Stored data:
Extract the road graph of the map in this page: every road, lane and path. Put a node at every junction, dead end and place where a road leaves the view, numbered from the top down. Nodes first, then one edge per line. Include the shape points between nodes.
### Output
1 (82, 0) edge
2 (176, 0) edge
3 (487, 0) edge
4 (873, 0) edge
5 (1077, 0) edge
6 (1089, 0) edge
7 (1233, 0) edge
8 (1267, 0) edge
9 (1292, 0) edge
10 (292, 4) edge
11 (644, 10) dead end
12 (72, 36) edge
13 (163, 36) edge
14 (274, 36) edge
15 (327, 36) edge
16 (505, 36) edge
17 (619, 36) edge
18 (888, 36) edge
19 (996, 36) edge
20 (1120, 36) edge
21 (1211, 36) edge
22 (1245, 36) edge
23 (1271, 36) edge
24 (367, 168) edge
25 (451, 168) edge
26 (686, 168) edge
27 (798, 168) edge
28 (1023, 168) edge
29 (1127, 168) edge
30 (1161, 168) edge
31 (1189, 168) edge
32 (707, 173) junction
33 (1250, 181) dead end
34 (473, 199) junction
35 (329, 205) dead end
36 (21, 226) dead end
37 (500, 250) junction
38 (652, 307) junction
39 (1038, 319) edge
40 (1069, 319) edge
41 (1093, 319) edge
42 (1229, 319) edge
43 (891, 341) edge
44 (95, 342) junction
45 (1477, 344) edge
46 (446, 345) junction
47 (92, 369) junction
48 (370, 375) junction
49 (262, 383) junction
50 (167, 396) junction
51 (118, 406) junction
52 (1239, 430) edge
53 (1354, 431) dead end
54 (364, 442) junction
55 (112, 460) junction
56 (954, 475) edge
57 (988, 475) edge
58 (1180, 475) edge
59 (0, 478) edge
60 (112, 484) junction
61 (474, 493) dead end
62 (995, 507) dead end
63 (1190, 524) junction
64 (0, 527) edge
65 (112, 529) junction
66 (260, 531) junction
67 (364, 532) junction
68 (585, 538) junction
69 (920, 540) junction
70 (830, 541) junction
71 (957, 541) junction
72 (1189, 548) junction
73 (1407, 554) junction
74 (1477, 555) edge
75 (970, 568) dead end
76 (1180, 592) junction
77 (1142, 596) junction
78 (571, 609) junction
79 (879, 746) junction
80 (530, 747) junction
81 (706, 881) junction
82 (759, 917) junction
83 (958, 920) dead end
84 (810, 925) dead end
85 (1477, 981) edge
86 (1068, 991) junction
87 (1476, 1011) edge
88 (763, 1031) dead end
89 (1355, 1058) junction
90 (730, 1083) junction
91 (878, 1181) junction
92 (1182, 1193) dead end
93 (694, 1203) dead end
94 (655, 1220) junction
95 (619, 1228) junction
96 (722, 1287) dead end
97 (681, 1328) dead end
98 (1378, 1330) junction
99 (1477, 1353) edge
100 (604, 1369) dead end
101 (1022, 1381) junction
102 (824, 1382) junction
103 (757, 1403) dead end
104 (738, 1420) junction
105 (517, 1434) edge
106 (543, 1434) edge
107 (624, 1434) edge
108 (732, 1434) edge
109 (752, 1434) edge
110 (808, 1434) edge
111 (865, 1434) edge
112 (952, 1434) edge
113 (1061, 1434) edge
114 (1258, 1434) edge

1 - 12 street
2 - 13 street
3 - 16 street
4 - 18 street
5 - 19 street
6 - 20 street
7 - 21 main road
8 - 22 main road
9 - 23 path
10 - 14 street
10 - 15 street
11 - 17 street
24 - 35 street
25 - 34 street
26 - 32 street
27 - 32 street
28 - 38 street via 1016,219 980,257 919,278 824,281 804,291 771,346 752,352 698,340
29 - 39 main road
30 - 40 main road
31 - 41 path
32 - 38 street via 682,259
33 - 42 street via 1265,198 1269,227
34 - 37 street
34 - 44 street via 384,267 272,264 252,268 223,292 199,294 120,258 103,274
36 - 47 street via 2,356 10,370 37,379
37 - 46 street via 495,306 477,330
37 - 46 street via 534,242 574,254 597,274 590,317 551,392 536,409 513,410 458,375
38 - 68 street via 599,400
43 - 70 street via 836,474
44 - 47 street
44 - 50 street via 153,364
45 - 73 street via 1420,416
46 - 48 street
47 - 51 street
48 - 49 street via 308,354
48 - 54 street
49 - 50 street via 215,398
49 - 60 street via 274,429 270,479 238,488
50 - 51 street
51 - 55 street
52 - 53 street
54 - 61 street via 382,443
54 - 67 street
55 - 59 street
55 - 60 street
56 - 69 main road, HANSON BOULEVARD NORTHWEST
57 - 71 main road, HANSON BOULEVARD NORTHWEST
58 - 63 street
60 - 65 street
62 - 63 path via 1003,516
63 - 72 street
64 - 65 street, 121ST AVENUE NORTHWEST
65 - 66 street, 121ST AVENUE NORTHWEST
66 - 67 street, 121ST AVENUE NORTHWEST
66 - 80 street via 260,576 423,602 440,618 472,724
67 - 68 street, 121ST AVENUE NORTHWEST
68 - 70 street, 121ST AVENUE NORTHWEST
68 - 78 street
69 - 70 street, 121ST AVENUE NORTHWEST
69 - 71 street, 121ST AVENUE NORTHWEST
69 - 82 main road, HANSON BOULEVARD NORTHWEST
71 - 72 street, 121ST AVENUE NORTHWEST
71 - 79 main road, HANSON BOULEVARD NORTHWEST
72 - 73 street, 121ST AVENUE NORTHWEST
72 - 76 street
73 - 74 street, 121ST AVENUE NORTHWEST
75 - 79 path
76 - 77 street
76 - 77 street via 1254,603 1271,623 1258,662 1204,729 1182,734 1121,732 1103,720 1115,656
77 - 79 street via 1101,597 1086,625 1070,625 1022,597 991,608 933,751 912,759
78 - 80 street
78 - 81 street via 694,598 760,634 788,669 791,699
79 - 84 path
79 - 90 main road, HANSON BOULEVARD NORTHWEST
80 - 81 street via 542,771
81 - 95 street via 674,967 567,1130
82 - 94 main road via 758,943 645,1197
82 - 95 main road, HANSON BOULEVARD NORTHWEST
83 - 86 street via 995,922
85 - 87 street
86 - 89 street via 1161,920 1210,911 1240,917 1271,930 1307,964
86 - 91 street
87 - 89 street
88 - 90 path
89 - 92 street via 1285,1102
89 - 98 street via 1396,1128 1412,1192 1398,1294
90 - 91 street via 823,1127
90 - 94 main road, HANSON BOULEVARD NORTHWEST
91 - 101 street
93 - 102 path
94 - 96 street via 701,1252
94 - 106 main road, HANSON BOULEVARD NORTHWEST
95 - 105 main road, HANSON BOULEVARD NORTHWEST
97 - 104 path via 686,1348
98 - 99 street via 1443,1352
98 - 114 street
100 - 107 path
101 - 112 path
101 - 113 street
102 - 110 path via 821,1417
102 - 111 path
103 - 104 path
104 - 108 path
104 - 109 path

> Task description:
Reproduce all lines from the records above that include the word "HANSON".

> Output of the task:
56 - 69 main road, HANSON BOULEVARD NORTHWEST
57 - 71 main road, HANSON BOULEVARD NORTHWEST
69 - 82 main road, HANSON BOULEVARD NORTHWEST
71 - 79 main road, HANSON BOULEVARD NORTHWEST
79 - 90 main road, HANSON BOULEVARD NORTHWEST
82 - 95 main road, HANSON BOULEVARD NORTHWEST
90 - 94 main road, HANSON BOULEVARD NORTHWEST
94 - 106 main road, HANSON BOULEVARD NORTHWEST
95 - 105 main road, HANSON BOULEVARD NORTHWEST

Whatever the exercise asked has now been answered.